• [ENTRIES SUPPLIED]

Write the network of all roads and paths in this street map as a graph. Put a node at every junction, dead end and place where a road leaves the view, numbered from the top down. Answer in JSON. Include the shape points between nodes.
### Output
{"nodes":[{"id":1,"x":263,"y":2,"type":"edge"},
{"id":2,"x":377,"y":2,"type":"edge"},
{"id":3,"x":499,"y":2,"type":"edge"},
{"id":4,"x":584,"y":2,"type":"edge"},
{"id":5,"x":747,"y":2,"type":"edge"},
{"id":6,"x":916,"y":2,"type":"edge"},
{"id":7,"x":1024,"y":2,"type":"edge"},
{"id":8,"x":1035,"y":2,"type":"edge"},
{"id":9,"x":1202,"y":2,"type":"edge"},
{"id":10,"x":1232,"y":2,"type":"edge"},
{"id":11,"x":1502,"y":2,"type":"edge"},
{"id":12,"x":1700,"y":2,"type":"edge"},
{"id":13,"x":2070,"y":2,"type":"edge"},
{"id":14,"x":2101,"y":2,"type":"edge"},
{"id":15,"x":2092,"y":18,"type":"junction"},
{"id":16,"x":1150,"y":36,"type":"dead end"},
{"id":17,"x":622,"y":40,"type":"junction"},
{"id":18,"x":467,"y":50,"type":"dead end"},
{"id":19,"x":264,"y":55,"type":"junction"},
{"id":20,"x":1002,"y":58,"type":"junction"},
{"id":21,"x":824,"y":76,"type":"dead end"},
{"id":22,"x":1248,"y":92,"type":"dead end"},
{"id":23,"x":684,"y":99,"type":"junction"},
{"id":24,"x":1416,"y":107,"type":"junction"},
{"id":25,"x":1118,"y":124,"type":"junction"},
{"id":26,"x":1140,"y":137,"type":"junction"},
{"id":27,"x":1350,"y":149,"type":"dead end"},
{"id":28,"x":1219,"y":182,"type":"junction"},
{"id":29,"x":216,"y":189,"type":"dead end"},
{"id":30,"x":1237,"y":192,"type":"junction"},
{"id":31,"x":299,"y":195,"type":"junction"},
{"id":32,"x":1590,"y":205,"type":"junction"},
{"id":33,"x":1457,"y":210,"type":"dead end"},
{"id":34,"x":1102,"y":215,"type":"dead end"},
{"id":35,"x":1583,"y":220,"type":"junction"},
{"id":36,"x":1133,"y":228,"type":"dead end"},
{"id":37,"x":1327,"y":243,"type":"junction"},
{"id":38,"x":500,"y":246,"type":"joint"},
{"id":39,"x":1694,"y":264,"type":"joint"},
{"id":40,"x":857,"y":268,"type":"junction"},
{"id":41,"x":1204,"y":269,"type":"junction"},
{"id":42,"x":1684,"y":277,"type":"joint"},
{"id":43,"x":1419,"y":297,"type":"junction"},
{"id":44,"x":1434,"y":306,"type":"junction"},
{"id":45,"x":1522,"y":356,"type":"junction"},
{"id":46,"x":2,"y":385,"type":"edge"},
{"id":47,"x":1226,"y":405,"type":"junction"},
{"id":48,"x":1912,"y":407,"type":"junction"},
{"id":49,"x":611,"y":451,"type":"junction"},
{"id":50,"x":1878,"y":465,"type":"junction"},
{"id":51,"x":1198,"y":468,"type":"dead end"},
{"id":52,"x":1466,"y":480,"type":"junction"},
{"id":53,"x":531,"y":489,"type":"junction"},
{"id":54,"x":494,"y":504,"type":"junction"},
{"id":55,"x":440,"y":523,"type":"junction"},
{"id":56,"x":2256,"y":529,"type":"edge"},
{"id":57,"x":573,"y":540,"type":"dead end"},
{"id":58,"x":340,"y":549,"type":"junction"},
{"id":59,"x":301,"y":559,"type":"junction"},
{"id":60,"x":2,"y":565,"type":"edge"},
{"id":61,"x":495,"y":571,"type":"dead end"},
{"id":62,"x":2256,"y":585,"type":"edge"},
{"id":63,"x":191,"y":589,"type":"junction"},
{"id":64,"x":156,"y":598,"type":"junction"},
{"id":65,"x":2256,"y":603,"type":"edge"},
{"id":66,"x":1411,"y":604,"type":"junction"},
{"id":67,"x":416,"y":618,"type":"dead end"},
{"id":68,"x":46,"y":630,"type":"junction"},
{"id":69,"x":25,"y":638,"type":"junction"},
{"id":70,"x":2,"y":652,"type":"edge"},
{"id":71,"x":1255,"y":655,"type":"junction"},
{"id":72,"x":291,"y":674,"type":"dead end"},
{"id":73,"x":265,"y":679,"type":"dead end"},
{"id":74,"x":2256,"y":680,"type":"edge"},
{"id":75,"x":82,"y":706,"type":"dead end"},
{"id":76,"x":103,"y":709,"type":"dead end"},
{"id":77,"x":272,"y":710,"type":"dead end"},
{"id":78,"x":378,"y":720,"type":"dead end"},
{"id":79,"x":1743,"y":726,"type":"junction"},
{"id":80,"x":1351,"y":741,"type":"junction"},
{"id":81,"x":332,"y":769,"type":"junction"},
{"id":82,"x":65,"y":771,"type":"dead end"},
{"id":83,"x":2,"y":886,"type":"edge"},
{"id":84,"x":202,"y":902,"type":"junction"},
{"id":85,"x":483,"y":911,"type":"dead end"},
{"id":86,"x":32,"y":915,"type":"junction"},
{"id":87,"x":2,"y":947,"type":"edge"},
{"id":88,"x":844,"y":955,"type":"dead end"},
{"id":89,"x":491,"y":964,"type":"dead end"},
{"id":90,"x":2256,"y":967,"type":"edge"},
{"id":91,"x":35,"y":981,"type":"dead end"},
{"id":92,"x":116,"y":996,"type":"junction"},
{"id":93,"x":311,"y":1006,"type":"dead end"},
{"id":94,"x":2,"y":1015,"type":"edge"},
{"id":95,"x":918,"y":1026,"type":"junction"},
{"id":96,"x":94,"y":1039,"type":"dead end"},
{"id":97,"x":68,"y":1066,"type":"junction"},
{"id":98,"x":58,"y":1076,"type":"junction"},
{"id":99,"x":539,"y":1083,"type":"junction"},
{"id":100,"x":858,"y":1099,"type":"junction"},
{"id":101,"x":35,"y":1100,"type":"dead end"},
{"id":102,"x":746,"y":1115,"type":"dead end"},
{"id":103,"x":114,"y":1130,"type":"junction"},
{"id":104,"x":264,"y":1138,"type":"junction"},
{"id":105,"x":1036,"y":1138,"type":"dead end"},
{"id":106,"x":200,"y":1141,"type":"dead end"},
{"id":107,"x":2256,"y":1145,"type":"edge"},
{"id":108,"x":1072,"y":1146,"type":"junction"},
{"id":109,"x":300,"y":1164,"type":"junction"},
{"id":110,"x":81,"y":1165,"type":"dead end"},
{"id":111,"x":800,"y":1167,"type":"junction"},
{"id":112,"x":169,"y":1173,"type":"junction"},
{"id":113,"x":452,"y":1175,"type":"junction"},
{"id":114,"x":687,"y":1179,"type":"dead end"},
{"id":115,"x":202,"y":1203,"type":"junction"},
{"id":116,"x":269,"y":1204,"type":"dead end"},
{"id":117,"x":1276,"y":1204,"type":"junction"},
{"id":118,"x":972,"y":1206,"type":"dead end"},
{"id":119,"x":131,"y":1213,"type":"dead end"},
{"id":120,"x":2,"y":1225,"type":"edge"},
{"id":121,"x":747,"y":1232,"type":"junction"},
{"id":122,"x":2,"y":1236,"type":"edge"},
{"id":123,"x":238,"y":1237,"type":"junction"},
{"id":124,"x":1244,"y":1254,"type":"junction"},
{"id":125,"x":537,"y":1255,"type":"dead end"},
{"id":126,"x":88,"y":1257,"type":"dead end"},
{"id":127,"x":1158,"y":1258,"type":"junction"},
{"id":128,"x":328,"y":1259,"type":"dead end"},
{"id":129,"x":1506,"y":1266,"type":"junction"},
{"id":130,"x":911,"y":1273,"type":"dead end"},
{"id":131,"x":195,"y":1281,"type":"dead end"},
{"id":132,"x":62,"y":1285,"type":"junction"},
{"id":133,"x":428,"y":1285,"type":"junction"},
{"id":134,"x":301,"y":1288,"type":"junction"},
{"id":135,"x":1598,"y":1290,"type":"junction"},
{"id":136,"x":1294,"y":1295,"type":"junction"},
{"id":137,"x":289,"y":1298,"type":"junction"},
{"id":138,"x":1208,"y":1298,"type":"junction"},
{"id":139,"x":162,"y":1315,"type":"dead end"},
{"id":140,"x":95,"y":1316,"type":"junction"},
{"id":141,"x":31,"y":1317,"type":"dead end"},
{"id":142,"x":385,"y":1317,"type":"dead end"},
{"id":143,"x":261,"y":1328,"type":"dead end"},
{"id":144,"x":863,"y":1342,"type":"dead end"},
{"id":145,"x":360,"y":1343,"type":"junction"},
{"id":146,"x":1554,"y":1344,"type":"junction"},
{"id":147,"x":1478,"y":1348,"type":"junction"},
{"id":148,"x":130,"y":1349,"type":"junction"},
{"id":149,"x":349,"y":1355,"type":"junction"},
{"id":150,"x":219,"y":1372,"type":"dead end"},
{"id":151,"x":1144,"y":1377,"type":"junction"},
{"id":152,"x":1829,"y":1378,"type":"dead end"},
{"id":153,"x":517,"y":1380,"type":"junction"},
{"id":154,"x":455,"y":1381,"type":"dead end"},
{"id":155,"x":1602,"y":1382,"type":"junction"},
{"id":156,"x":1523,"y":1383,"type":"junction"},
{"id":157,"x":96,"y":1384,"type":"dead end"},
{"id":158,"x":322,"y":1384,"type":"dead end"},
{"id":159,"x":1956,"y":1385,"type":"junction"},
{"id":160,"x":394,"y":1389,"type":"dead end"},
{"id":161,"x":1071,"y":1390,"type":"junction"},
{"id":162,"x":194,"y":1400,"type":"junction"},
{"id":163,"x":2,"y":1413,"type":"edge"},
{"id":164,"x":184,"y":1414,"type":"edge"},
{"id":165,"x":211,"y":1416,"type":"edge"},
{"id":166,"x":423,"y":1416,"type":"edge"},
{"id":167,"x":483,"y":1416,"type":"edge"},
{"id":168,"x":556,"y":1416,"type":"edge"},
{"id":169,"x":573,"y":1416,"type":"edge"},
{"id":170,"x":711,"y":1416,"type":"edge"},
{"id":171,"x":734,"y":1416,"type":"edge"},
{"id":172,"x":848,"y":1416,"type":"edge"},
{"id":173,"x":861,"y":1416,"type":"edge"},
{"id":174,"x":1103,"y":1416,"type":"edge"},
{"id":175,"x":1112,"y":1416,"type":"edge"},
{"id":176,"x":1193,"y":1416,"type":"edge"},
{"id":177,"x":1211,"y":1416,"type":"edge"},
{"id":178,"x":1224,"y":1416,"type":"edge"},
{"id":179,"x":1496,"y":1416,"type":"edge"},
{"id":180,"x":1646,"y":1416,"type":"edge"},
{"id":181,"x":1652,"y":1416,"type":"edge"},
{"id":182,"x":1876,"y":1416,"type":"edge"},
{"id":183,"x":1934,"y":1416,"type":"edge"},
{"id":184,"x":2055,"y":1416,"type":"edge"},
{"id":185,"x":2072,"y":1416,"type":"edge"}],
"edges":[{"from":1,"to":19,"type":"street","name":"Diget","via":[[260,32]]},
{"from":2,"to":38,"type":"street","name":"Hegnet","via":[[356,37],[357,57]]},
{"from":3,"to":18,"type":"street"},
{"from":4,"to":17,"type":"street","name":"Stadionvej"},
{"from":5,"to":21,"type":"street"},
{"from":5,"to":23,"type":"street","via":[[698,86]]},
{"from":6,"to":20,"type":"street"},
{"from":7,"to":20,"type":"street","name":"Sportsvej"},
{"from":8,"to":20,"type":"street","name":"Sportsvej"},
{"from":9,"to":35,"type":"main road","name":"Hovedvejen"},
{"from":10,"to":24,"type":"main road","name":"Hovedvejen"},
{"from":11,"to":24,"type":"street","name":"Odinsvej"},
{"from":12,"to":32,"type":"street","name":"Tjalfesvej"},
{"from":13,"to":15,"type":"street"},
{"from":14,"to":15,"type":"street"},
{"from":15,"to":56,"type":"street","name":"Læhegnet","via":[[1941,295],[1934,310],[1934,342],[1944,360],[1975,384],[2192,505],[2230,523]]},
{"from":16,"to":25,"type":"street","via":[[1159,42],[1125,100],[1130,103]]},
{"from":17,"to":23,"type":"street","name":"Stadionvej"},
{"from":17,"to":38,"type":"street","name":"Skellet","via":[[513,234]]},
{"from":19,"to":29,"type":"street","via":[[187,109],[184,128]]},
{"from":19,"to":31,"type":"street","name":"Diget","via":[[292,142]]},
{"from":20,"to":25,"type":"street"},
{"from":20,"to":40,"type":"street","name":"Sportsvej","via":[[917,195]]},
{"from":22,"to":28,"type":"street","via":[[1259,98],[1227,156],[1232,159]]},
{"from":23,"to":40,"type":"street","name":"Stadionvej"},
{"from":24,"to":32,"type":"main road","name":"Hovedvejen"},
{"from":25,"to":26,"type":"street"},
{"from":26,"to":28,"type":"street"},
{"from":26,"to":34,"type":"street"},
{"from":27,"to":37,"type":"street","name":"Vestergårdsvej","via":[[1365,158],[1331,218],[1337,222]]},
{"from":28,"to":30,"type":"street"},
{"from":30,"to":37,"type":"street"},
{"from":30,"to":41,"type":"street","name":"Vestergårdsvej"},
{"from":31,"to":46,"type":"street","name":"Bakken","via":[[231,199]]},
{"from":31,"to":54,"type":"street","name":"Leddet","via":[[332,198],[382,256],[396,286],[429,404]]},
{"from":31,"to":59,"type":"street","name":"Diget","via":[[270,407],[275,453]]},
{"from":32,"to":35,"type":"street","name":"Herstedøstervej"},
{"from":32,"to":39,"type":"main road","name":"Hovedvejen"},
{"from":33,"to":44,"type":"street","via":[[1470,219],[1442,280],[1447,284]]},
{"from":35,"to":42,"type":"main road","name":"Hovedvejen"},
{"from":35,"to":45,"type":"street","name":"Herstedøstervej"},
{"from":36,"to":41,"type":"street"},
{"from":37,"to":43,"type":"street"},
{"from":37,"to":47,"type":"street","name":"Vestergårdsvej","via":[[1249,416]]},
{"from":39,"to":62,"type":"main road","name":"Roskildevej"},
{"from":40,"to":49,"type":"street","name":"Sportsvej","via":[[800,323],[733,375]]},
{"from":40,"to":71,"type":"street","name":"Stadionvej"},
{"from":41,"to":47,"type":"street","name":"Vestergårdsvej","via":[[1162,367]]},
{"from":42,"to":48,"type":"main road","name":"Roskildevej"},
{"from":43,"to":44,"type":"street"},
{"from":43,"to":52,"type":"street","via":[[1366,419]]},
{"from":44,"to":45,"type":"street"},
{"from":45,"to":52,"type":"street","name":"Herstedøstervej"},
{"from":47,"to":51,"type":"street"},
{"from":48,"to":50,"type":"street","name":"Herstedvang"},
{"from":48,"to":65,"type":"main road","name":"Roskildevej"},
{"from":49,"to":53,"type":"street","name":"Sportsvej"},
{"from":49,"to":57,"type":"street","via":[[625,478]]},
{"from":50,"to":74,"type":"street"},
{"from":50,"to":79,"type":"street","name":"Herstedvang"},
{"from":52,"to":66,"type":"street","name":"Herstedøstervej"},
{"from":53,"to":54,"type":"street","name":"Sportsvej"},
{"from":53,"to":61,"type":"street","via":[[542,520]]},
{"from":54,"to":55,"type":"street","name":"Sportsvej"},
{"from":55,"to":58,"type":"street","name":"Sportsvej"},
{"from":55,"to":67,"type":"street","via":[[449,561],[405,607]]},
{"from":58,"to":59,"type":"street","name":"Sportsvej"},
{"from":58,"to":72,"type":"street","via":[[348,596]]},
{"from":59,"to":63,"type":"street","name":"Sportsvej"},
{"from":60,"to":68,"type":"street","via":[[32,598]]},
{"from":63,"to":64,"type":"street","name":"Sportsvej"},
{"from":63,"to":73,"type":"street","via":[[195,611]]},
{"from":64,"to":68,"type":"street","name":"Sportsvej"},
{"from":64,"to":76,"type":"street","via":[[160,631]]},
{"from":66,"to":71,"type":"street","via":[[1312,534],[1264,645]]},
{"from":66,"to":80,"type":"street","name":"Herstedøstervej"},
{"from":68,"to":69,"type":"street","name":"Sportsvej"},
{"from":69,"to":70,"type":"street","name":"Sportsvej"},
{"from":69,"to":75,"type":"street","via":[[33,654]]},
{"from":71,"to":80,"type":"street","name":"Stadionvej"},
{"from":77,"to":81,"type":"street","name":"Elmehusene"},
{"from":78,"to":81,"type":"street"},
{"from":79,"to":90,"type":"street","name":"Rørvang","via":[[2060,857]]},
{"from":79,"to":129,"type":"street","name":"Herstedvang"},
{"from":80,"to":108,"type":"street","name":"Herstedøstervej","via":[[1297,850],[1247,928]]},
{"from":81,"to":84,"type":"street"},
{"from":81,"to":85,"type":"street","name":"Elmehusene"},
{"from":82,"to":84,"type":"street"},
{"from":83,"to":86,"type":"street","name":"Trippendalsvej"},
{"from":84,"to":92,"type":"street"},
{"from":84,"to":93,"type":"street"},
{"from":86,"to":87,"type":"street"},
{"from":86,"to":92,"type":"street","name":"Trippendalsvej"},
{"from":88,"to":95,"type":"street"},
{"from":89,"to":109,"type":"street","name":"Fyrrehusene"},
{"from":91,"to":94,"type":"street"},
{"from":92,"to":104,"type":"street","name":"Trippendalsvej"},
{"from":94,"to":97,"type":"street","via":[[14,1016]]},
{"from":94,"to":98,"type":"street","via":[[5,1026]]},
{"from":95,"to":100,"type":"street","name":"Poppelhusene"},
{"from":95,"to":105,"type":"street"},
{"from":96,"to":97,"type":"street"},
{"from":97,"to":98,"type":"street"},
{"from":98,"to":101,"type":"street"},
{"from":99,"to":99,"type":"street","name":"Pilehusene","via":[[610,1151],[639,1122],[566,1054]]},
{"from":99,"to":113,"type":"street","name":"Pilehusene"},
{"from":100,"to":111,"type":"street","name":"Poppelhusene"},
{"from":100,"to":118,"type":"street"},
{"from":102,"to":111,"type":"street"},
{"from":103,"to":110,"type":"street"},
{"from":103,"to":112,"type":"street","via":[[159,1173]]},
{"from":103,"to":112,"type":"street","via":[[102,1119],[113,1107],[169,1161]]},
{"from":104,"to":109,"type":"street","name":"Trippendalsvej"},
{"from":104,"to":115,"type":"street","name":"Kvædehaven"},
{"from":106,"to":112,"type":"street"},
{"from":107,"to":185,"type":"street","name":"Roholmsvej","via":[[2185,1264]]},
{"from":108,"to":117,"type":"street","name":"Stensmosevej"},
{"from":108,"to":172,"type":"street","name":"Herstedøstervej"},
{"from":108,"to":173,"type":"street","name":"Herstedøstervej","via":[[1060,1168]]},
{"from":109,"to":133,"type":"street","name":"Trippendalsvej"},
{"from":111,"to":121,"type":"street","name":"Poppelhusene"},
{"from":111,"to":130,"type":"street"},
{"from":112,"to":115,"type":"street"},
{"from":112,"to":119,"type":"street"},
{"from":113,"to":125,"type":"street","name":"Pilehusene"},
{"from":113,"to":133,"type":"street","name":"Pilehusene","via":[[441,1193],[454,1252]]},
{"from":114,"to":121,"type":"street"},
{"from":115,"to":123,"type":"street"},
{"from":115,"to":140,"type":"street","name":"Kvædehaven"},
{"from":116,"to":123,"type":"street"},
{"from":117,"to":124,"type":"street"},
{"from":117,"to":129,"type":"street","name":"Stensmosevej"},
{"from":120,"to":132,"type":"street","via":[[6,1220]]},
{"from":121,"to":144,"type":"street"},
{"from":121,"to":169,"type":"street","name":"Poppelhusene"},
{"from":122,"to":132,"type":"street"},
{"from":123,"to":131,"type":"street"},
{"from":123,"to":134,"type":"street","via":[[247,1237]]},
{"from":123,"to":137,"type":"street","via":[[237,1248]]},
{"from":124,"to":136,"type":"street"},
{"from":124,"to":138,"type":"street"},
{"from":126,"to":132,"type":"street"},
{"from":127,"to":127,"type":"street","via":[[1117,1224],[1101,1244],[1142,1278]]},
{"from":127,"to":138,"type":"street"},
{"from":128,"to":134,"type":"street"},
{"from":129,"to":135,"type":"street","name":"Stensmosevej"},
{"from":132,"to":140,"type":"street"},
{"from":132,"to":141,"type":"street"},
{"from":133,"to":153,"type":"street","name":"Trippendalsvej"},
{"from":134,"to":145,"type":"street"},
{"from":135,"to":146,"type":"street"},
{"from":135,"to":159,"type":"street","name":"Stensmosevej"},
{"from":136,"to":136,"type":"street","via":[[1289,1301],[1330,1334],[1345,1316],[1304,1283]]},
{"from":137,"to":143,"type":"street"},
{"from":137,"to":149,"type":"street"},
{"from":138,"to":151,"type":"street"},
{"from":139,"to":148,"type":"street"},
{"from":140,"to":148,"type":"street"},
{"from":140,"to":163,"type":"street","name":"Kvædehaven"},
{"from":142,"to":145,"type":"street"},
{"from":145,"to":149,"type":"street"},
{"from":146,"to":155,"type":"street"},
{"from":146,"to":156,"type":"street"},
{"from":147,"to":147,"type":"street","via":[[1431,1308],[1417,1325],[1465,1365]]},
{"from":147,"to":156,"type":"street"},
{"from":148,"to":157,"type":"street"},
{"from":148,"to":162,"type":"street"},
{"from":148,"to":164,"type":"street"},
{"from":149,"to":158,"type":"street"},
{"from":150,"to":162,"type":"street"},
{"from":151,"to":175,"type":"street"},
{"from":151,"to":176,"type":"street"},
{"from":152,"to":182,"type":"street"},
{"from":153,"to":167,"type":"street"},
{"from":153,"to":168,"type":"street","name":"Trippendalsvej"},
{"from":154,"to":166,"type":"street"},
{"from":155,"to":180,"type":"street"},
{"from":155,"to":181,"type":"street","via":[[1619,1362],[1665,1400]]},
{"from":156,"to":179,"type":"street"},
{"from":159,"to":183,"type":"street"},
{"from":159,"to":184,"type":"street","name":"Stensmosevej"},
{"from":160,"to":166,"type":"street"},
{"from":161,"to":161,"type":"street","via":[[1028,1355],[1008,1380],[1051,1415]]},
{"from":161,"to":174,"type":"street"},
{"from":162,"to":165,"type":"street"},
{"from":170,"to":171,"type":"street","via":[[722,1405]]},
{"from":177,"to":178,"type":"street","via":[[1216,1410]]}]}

• [ABOUT THIS TASK] State how many lines of the data above contain the string "Stensmosevej", leaving out everything but the number.

• [FINISHED TASK] 5